On Africa trip, Pope will avoid Pretoria - but not its shadow

The Southern Africa agenda of Pope John Paul II - who is to arrive here Saturday - will be shaped by a nation he won't visit: South Africa. During the nine-day tour, the Pope will grapple with issues such as Roman Catholicism's response to social forces as diverse as Marxism and African religions, and unspoken pressures to support the views of Mozambican bishops on how to end that nation's civil war.

He is bypassing South Africa on the advice of its bishops, forceful opponents of the government's segregationist, ``apartheid,'' policies, as he visits black-led neighbors Zimbabwe, Botswana, Lesotho, Swaziland, and Mozambique.

The Pope's first stop, Zimbabwe, could be the venue for an elaboration of Catholic opposition to apartheid when he closes a meeting of bishops from eight Southern African countries. It will be the only time he sees South African bishops.

``Every voice able to speak on behalf of the people has been silenced except the church,'' said Bishop Wilfred Napier, president of South Africa's Catholic Conference, upon arriving here. Church leaders fear they are next, he added.

Zimbabwe offers an intriguing encounter with African Marxism. President Robert Mugabe has been quoted, saying: ``All the basic tenets of socialism which we espouse so fervently are at the core of the Christian philosophy.''

His followers often push the point further. ``I believe in Marxism and Leninism in the same way I believe in the gospel of our Lord Jesus Christ,'' one of them recently said in Parliament. Conservative Zimbabwe bishops dislike this linking, and hope the Pope will clearly spell out his view of the differences.
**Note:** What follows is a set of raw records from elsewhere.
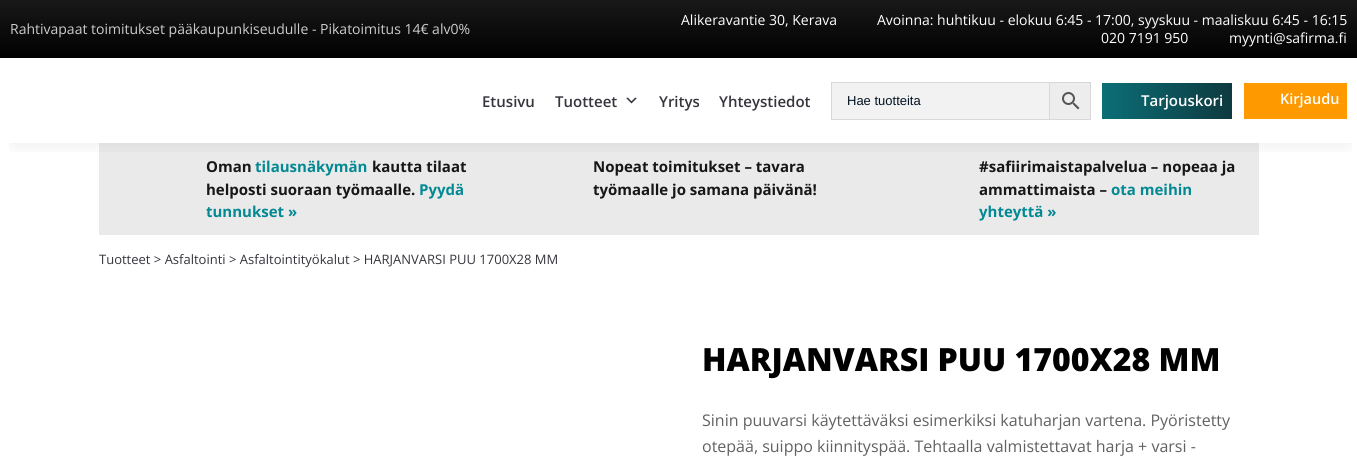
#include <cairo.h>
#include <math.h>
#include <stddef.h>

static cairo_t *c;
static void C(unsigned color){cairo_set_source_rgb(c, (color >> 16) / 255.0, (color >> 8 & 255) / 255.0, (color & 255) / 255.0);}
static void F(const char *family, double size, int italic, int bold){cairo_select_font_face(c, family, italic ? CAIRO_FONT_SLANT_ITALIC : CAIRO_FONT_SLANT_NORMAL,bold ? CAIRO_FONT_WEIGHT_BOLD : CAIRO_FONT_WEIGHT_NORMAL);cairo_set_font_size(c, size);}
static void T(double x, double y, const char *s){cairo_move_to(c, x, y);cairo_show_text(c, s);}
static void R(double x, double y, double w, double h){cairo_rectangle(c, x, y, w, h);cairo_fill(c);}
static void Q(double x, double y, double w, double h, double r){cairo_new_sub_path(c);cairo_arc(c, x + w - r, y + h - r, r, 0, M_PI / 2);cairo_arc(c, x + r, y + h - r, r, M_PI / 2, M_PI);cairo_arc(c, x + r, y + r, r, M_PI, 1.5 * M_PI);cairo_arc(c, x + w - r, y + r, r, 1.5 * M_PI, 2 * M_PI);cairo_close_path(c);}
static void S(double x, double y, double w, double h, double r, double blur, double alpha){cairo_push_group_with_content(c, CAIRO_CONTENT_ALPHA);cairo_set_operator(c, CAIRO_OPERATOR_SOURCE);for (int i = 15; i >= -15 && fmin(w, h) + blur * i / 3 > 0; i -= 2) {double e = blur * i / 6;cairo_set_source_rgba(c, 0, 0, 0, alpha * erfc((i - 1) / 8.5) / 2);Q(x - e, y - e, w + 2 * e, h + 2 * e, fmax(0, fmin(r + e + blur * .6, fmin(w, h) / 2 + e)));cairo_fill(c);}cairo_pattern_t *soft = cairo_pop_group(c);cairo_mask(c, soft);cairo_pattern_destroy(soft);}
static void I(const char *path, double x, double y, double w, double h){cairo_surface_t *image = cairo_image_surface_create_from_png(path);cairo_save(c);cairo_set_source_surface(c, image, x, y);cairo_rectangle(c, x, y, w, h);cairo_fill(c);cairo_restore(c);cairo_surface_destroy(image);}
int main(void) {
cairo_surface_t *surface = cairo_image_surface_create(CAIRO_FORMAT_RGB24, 1357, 458);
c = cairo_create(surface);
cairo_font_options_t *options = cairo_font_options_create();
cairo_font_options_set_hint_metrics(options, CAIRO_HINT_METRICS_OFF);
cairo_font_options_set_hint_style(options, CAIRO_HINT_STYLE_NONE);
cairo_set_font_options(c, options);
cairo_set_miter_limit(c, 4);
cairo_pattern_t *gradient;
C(0xffffff);
cairo_paint(c);
C(0xeaeaea);
R(99,143,1160,92);
cairo_save(c);
cairo_rectangle(c,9,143,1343,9);
cairo_clip(c);
C(0x323232);
S(12,21,1337,123,0,10,.1);
cairo_restore(c);
gradient = cairo_pattern_create_linear(679,0,679,58);
cairo_pattern_add_color_stop_rgba(gradient,0,0.098,0.098,0.098,1);
cairo_pattern_add_color_stop_rgba(gradient,1,0,0,0,1);
cairo_set_source(c,gradient);
cairo_pattern_destroy(gradient);
R(0,0,1357,58);
F("Open Sans",14,0,0);
C(0xcccccc);
T(10,34,"Rahtivapaat toimitukset pääkaupunkiseudulle - Pikatoimitus 14€ alv0%");
C(0xffffff);
T(681,25,"Alikeravantie 30, Kerava");
T(877,25,"Avoinna: huhtikuu - elokuu 6:45 - 17:00, syyskuu - maaliskuu 6:45 - 16:15");
T(1101,43,"020 7191 950");
T(1229,43,"myynti@safirma.fi");
F("Open Sans SemiBold",15,0,0);
C(0x35353d);
T(482,107,"Etusivu");
T(555,107,"Tuotteet");
I("1.png",626,97,11,7);
T(659,107,"Yritys");
T(719,107,"Yhteystiedot");
C(0xededed);
cairo_rectangle(c,1049.5,82.5,41,37);
cairo_fill_preserve(c);
C(0xd8d8d8);
cairo_set_line_width(c,1);
cairo_stroke(c);
C(0xf2f2f2);
cairo_rectangle(c,831.5,82.5,218,37);
cairo_fill_preserve(c);
C(0xd8d8d8);
cairo_stroke(c);
F("Liberation Sans",13,0,0);
C(0x031221);
T(847,105,"Hae tuotteita");
I("2.png",1062,92,18,18);
gradient = cairo_pattern_create_linear(1102,101,1232,101);
cairo_pattern_add_color_stop_rgba(gradient,0,0.047,0.431,0.467,1);
cairo_pattern_add_color_stop_rgba(gradient,1,0.051,0.227,0.247,1);
cairo_set_source(c,gradient);
cairo_pattern_destroy(gradient);
R(1102,83,130,36);
F("Open Sans SemiBold",15,0,0);
C(0xffffff);
T(1141,106,"Tarjouskori");
C(0xff9900);
R(1244,83,103,36);
F("Open Sans SemiBold",14.5,0,0);
C(0xffffff);
T(1280,104,"Kirjaudu");
F("Open Sans",15,0,1);
C(0x171719);
T(206,172,"Oman");
C(0x038993);
T(255,172,"tilausnäkymän");
C(0x171719);
T(372,172,"kautta tilaat");
T(206,195,"helposti suoraan työmaalle.");
C(0x038993);
T(419,195,"Pyydä");
T(206,217,"tunnukset »");
C(0x171719);
T(593,172,"Nopeat toimitukset – tavara");
T(593,195,"työmaalle jo samana päivänä!");
T(979,172,"#safiirimaistapalvelua – nopeaa ja");
T(979,195,"ammattimaista –");
C(0x038993);
T(1111,195,"ota meihin");
T(979,217,"yhteyttä »");
F("Open Sans",13,0,0);
C(0x35353d);
T(99,264,"Tuotteet > Asfaltointi > Asfaltointityökalut > HARJANVARSI PUU 1700X28 MM");
F("Open Sans ExtraBold",32,0,0);
C(0x000000);
T(702,371,"HARJANVARSI PUU 1700X28 MM");
F("Open Sans",16,0,0);
C(0x616163);
T(702,426,"Sinin puuvarsi käytettäväksi esimerkiksi katuharjan vartena. Pyöristetty");
T(702,452,"otepää, suippo kiinnityspää. Tehtaalla valmistettavat harja + varsi -");
cairo_surface_write_to_png(surface, "o.png");
cairo_font_options_destroy(options);
cairo_destroy(c);
cairo_surface_destroy(surface);
return 0;
}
Yet criticism may be muted because Mugabe-style socialism, in practice, closely resembles the path between capitalism and socialism favored by the Pope and the local church. Zimbabwe has made ``incredible, indeed miraculous'' advances in health care, education, and rural development since the overthrow of white minority rule in 1980, says the chairman of Zimbabwe's Catholic Justice and Peace Commission.

Posing political questions may prove simpler than coming to grips with African spirituality in a region where Christians remain a minority despite 400 years of missionary activity. (Only about 15 percent of the region's people are Catholic, a roughly equal number Protestant. The majority adhere to ancestral beliefs.)

In Swaziland, where traditional religions are strong, the Pope will encounter a familiar issue: how to support the points of agreement Catholicism has with African traditional religions without going too far in reshaping the Catholic message for local consumption.

In 38 previous international trips as Pope, John Paul II has visited no country so disrupted by war as Mozambique, and few where the key Catholic hierarchy offers such contradictory advice.

Protestant leaders, like Christian Council of Mozambique Administrative Secretary Samuel Machava, condemn the guerrilla group ``as an organization without political goals,'' and see no basis for talks with a group that is ``killing everyone and destroying everything.''

Local Catholic leaders, however, tend to treat the rebels, believed to be backed by South Africa, as a competing force with the ruling Marxist government. ``We believe in dialogue,'' says Bishop Jaime Goncalves, an influential conservative. ``And to make this dialogue possible we need to change the minds of both sides.''

The difference reflects a legacy of conflict between the Catholic Church and the ruling Mozambique Liberation Front (Frelimo), rooted in Catholicism's former ties to the Portuguese colonial regime that ruled Mozambique until 1975. Bishops were paid by the government and backed its drive to crush the Frelimo independence fighters. Protestant churches were tightly restricted. ``Nowhere else had the central ecclesiastical system been so closely identified with colonial oppression,'' writes Adrian Hastings, the leading historian on Christianity in Africa.

After independence, many Frelimo militants retaliated by moving against the church, illegally seizing religious buildings. A church-state thaw began about five years ago when the government returned some properties. The warming trend has accelerated, and in a pre-Papal move, the government in June pledged to return all religious buildings.

Mozambican officials hope the Pope will join Protestants, foreign Catholics, and Western governments in condemning South African ``destabilization'' as the root cause of the war. If John Paul II ``sees the effects of apartheid and the true nature of the conflict,'' he will reject the local hierarchy's idea of ``two forces, of a civil war,'' says Jose Luis Caba,co, Frelimo's foreign secretary and chief liaison to the church. Bishops express confidence he will confirm their stance.